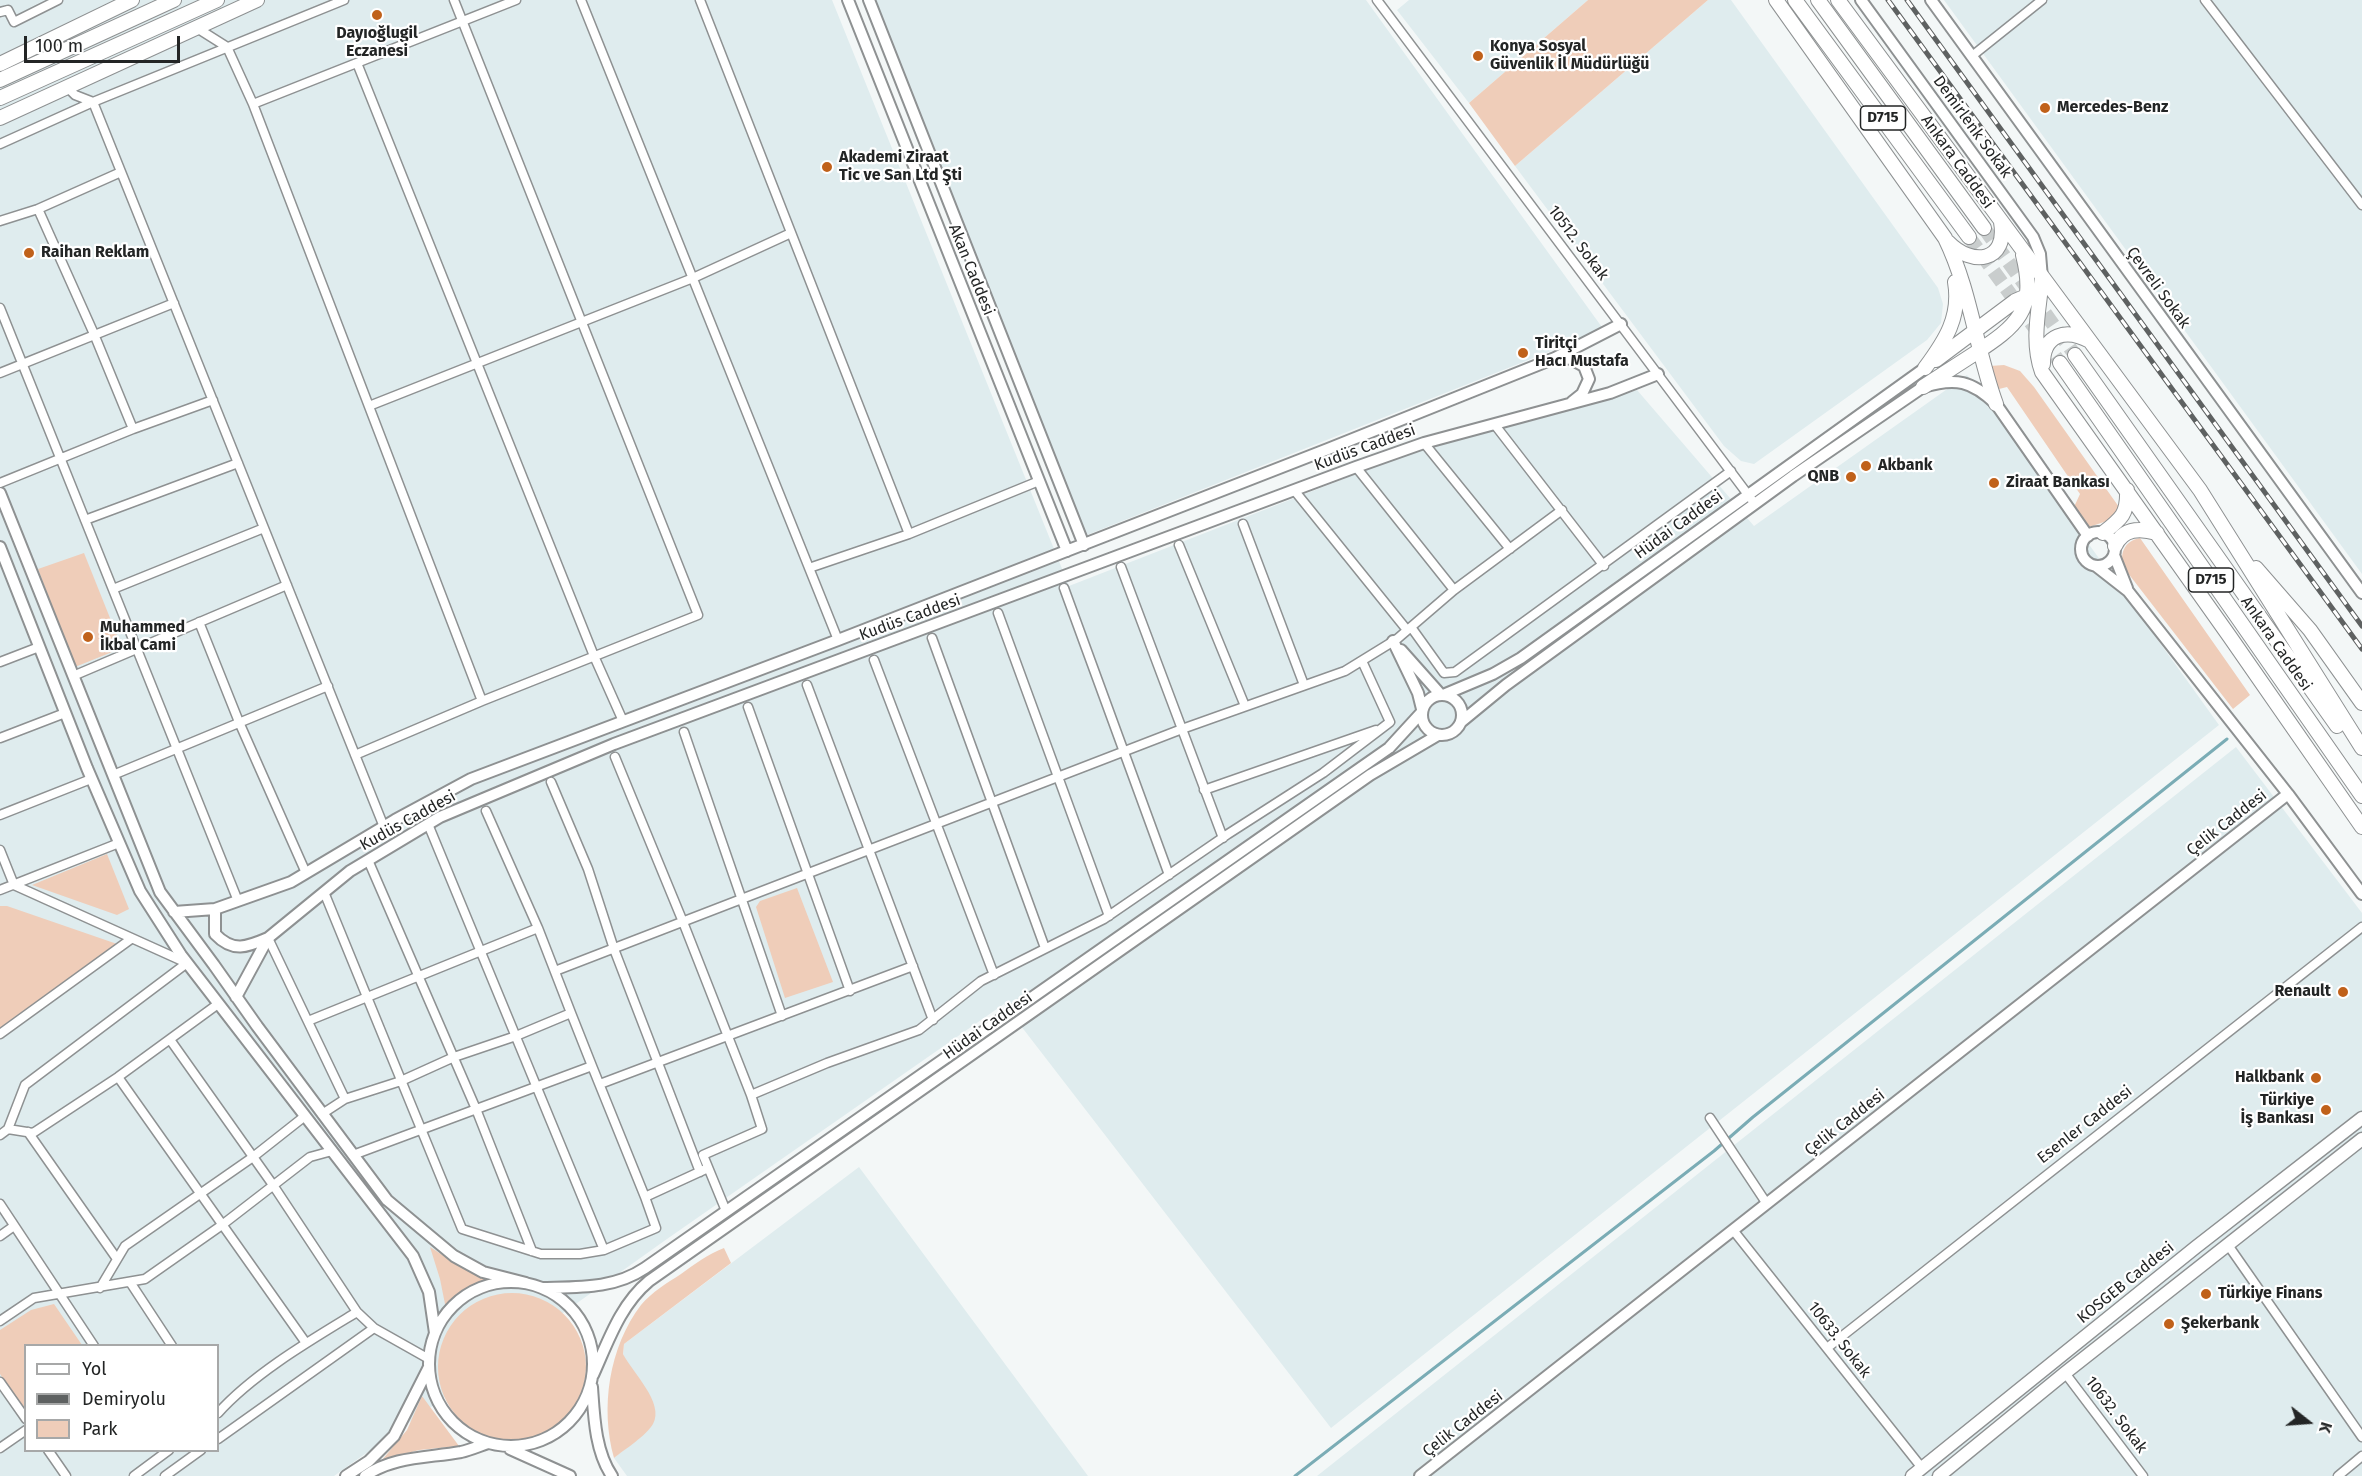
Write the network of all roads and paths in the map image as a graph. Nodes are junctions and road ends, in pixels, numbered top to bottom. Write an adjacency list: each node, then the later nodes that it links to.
1 (4, 0): 23 (street)
2 (58, 0): 23 (street)
3 (132, 0): 29 (highway)
4 (174, 0): 30 (highway)
5 (217, 0): 32 (highway)
6 (256, 0): 25 (highway)
7 (344, 0): 26 (street)
8 (454, 0): 24 (street)
9 (516, 0): 24 (street)
10 (581, 0): 48 (street)
11 (700, 0): 44 (street)
12 (848, 0): 82 (street, Akan Caddesi)
13 (869, 0): 97 (street, Akan Caddesi)
14 (1377, 0): 56 (street, 10512. Sokak)
15 (1776, 0): 39 (highway)
16 (1795, 0): 45 (highway, Ankara Caddesi / D715)
17 (1818, 0): 43 (highway, Ankara Caddesi / D715)
18 (1838, 0): 42 (highway)
19 (1861, 0): 49 (street, Demirlenk Sokak)
20 (1931, 0): 27 (street, Çevreli Sokak)
21 (2042, 0): 27 (street)
22 (2205, 0): 38 (street)
23 (4, 11)
24 (461, 22): 28 (street); 55 (street)
25 (197, 28): 26 (street); 31 (highway)
26 (227, 47): 33 (street); 34 (street)
27 (1972, 56): 112 (street, Çevreli Sokak)
28 (357, 63): 34 (street); 63 (street)
29 (0, 64)
30 (0, 80)
31 (67, 87): 33 (street); 35 (highway)
32 (0, 98)
33 (93, 102): 36 (street); 37 (street)
34 (253, 104): 74 (street)
35 (0, 118)
36 (0, 144)
37 (121, 172): 40 (street); 52 (street)
38 (2362, 205)
39 (1923, 206): 46 (highway); 66 (highway)
40 (38, 209): 41 (street); 58 (street)
41 (0, 221)
42 (2001, 222): 46 (highway); 47 (highway)
43 (1984, 228)
44 (791, 234): 48 (street); 94 (street)
45 (1969, 237)
46 (1945, 238): 57 (highway)
47 (2021, 250): 49 (highway); 51 (highway)
48 (693, 278): 55 (street); 106 (street)
49 (2043, 278): 50 (highway); 53 (highway)
50 (2041, 294): 51 (highway); 53 (highway); 69 (highway)
51 (2025, 295): 57 (highway); 60 (highway)
52 (174, 303): 58 (street); 71 (street)
53 (2064, 303): 59 (highway)
54 (0, 308): 65 (street)
55 (581, 322): 63 (street); 122 (street)
56 (1621, 324): 62 (street, Kudüs Caddesi); 68 (street, 10512. Sokak)
57 (1975, 331): 60 (highway); 66 (highway)
58 (94, 334): 65 (street); 76 (street)
59 (2092, 342): 69 (highway); 95 (highway)
60 (1980, 350): 70 (highway); 73 (highway)
61 (2075, 355): 151 (highway, Ankara Caddesi / D715)
62 (1555, 357): 72 (street); 97 (street, Kudüs Caddesi)
63 (477, 363): 74 (street); 122 (street)
64 (2060, 363): 147 (highway, Ankara Caddesi / D715)
65 (22, 364): 67 (street); 78 (street)
66 (1925, 368): 87 (street, Hüdai Caddesi)
67 (0, 373)
68 (1658, 374): 72 (street, Kudüs Caddesi); 81 (street, 10512. Sokak)
69 (2048, 380): 85 (highway)
70 (1923, 387): 73 (street); 87 (street, Hüdai Caddesi)
71 (213, 400): 76 (street); 79 (street)
72 (1569, 404): 75 (street, Kudüs Caddesi)
73 (1996, 404): 96 (street)
74 (369, 406): 131 (street)
75 (1496, 425): 77 (street, Kudüs Caddesi); 88 (street)
76 (133, 429): 78 (street)
77 (1424, 443): 80 (street, Kudüs Caddesi); 100 (street)
78 (60, 458): 83 (street); 89 (street)
79 (238, 463): 89 (street); 91 (street)
80 (1356, 466): 84 (street, Kudüs Caddesi); 110 (street)
81 (1731, 471): 87 (street, 10512. Sokak); 103 (street)
82 (1039, 481): 94 (street); 101 (street, Akan Caddesi)
83 (0, 483)
84 (1294, 490): 115 (street); 162 (street, Kudüs Caddesi)
85 (2127, 490): 92 (highway); 93 (highway)
86 (0, 493): 126 (street)
87 (1752, 499): 130 (street, Hüdai Caddesi); 139 (street, Hüdai Caddesi)
88 (1562, 510): 100 (street); 103 (street)
89 (85, 520): 109 (street)
90 (1243, 524): 129 (street)
91 (264, 528): 107 (street); 109 (street)
92 (2103, 532): 96 (street); 102 (street)
93 (2157, 533): 102 (highway); 116 (highway)
94 (909, 534): 106 (street)
95 (2228, 535): 132 (highway); 146 (highway)
96 (2088, 536): 104 (street)
97 (1084, 544): 101 (street, Kudüs Caddesi)
98 (1179, 545): 133 (street)
99 (0, 547): 120 (street)
100 (1510, 549): 110 (street)
101 (1066, 551): 118 (street, Kudüs Caddesi)
102 (2115, 551): 104 (street); 111 (street)
103 (1604, 566): 115 (street)
104 (2096, 566): 111 (street)
105 (1120, 567): 141 (street)
106 (809, 568): 118 (street)
107 (287, 585): 114 (street); 128 (street)
108 (1064, 588): 148 (street)
109 (113, 589): 121 (street)
110 (1454, 590): 115 (street)
111 (2128, 591): 157 (street)
112 (2362, 593)
113 (998, 613): 153 (street)
114 (199, 622): 121 (street); 138 (street)
115 (1409, 628): 119 (street)
116 (2230, 637): 147 (highway); 165 (highway)
117 (932, 638): 159 (street)
118 (838, 640): 137 (street, Kudüs Caddesi)
119 (1393, 642): 124 (street); 130 (street); 135 (street)
120 (39, 647): 125 (street); 136 (street)
121 (137, 648): 126 (street); 145 (street)
122 (594, 656): 131 (street); 137 (street)
123 (874, 660): 163 (street)
124 (1362, 661): 129 (street); 140 (street)
125 (0, 662)
126 (73, 676): 152 (street)
127 (807, 685): 169 (street)
128 (328, 686): 138 (street); 149 (street)
129 (1304, 686): 133 (street)
130 (1442, 695): 135 (street); 139 (street)
131 (482, 701): 149 (street)
132 (2362, 703)
133 (1245, 706): 141 (street)
134 (748, 707): 172 (street)
135 (1422, 711): 143 (street); 236 (street, Hüdai Caddesi)
136 (65, 713): 144 (street); 154 (street)
137 (622, 721): 164 (street, Kudüs Caddesi)
138 (239, 722): 145 (street); 171 (street)
139 (1461, 722): 143 (street)
140 (1385, 727): 156 (street); 166 (street)
141 (1182, 729): 148 (street); 156 (street)
142 (684, 732): 178 (street)
143 (1438, 735): 260 (street, Hüdai Caddesi)
144 (0, 738)
145 (177, 748): 152 (street); 179 (street)
146 (2362, 748)
147 (2329, 749): 158 (highway, Ankara Caddesi / D715)
148 (1124, 752): 153 (street); 173 (street)
149 (355, 755): 164 (street)
150 (615, 758): 183 (street)
151 (2362, 762)
152 (113, 775): 181 (street)
153 (1058, 777): 159 (street); 182 (street)
154 (91, 779): 161 (street); 167 (street)
155 (551, 782): 189 (street)
156 (1204, 790): 166 (street)
157 (2288, 794): 177 (street); 235 (street, Çelik Caddesi)
158 (2362, 796)
159 (992, 802): 163 (street); 188 (street)
160 (486, 811): 185 (street)
161 (0, 814)
162 (428, 824): 170 (street, Kudüs Caddesi); 190 (street)
163 (936, 824): 169 (street); 194 (street)
164 (384, 827): 171 (street, Kudüs Caddesi)
165 (2362, 827)
166 (1223, 838): 173 (street)
167 (119, 843): 174 (street); 191 (street)
168 (0, 850): 174 (street)
169 (869, 850): 172 (street); 192 (street)
170 (368, 860): 176 (street, Kudüs Caddesi); 195 (street)
171 (306, 873): 179 (street, Kudüs Caddesi)
172 (809, 873): 178 (street); 196 (street)
173 (1168, 875): 182 (street)
174 (14, 885): 175 (street); 187 (street)
175 (0, 890)
176 (324, 892): 186 (street, Kudüs Caddesi); 198 (street)
177 (2362, 894)
178 (743, 899): 183 (street); 201 (street)
179 (238, 902): 180 (street, Kudüs Caddesi)
180 (215, 909): 181 (street, Kudüs Caddesi); 186 (street)
181 (174, 912): 197 (street)
182 (1109, 916): 188 (street)
183 (683, 922): 189 (street); 206 (street)
184 (2362, 927): 257 (street, Esenler Caddesi)
185 (538, 928): 190 (street); 193 (street)
186 (268, 938): 197 (street, Kudüs Caddesi); 203 (street)
187 (131, 939): 191 (street); 204 (street)
188 (1045, 948): 194 (street)
189 (614, 949): 193 (street); 209 (street)
190 (481, 951): 195 (street); 205 (street)
191 (187, 963): 199 (street); 222 (street)
192 (913, 966): 196 (street); 202 (street)
193 (555, 971): 200 (street)
194 (994, 975): 202 (street)
195 (419, 976): 198 (street); 208 (street)
196 (850, 991): 201 (street)
197 (236, 997): 218 (street)
198 (367, 998): 203 (street); 212 (street)
199 (218, 1004): 207 (street); 219 (street)
200 (571, 1012): 205 (street); 210 (street)
201 (782, 1016): 206 (street)
202 (933, 1020): 215 (street)
203 (308, 1021): 216 (street)
204 (0, 1034)
205 (516, 1036): 208 (street); 214 (street)
206 (728, 1037): 209 (street); 215 (street)
207 (171, 1041): 211 (street); 229 (street)
208 (454, 1058): 212 (street); 217 (street)
209 (658, 1062): 213 (street); 230 (street)
210 (592, 1066): 213 (street); 214 (street)
211 (118, 1077): 224 (street); 232 (street)
212 (400, 1081): 216 (street); 223 (street)
213 (600, 1084): 233 (street)
214 (538, 1086): 217 (street); 242 (street)
215 (751, 1095): 230 (street)
216 (345, 1099): 218 (street)
217 (476, 1109): 223 (street); 243 (street)
218 (322, 1114): 228 (street)
219 (305, 1116): 227 (street); 229 (street)
220 (1710, 1118): 235 (street)
221 (2362, 1118): 274 (main road, KOSGEB Caddesi)
222 (8, 1129): 224 (street); 225 (street)
223 (421, 1130): 228 (street); 243 (street)
224 (28, 1132): 244 (street)
225 (0, 1136)
226 (2362, 1139): 241 (main road, KOSGEB Caddesi)
227 (332, 1151): 231 (street); 253 (street)
228 (353, 1155): 246 (street)
229 (253, 1157): 231 (street); 232 (street)
230 (704, 1170): 233 (street); 236 (street)
231 (273, 1185): 237 (street); 250 (street)
232 (200, 1194): 237 (street); 244 (street)
233 (645, 1197): 242 (street)
234 (0, 1204): 238 (street)
235 (1767, 1204): 239 (street, Çelik Caddesi)
236 (726, 1211): 248 (street, Hüdai Caddesi)
237 (222, 1225): 245 (street); 254 (street)
238 (14, 1226): 240 (street); 249 (street)
239 (1733, 1230): 257 (street, 10633. Sokak); 282 (street, Çelik Caddesi)
240 (0, 1236)
241 (2228, 1245): 259 (main road, KOSGEB Caddesi); 265 (street)
242 (604, 1250): 243 (street)
243 (531, 1251)
244 (117, 1259): 247 (street)
245 (130, 1282): 247 (street); 256 (street)
246 (526, 1283): 248 (street); 253 (street)
247 (100, 1288): 249 (street)
248 (542, 1288): 260 (street)
249 (58, 1294): 251 (street); 255 (street)
250 (357, 1312): 252 (street); 254 (street)
251 (0, 1321)
252 (374, 1328): 258 (street); 266 (street)
253 (435, 1333): 258 (street)
254 (306, 1343): 262 (street)
255 (93, 1344)
256 (171, 1344)
257 (1827, 1348): 274 (street, 10633. Sokak)
258 (429, 1363): 267 (street); 278 (street)
259 (2065, 1373): 284 (main road, KOSGEB Caddesi); 285 (street, 10632. Sokak)
260 (592, 1379): 268 (street); 281 (street)
261 (0, 1382): 263 (street)
262 (219, 1412)
263 (24, 1416)
264 (24, 1431): 269 (street)
265 (2362, 1437)
266 (219, 1438)
267 (488, 1443): 268 (street); 279 (street)
268 (501, 1446): 280 (street)
269 (0, 1448)
270 (49, 1452): 275 (street)
271 (166, 1452): 276 (street)
272 (198, 1452): 277 (street)
273 (2362, 1456): 286 (street)
274 (1922, 1468): 283 (main road, KOSGEB Caddesi)
275 (66, 1476)
276 (134, 1476)
277 (165, 1476)
278 (346, 1476)
279 (365, 1476)
280 (570, 1476)
281 (612, 1476)
282 (1420, 1476)
283 (1912, 1476)
284 (1939, 1476)
285 (2143, 1476)
286 (2338, 1476)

- _Prompt_: Nothing but a number is expected: how many lines in the listing above contain "Hüdai"?

- _Exercise solution_: 6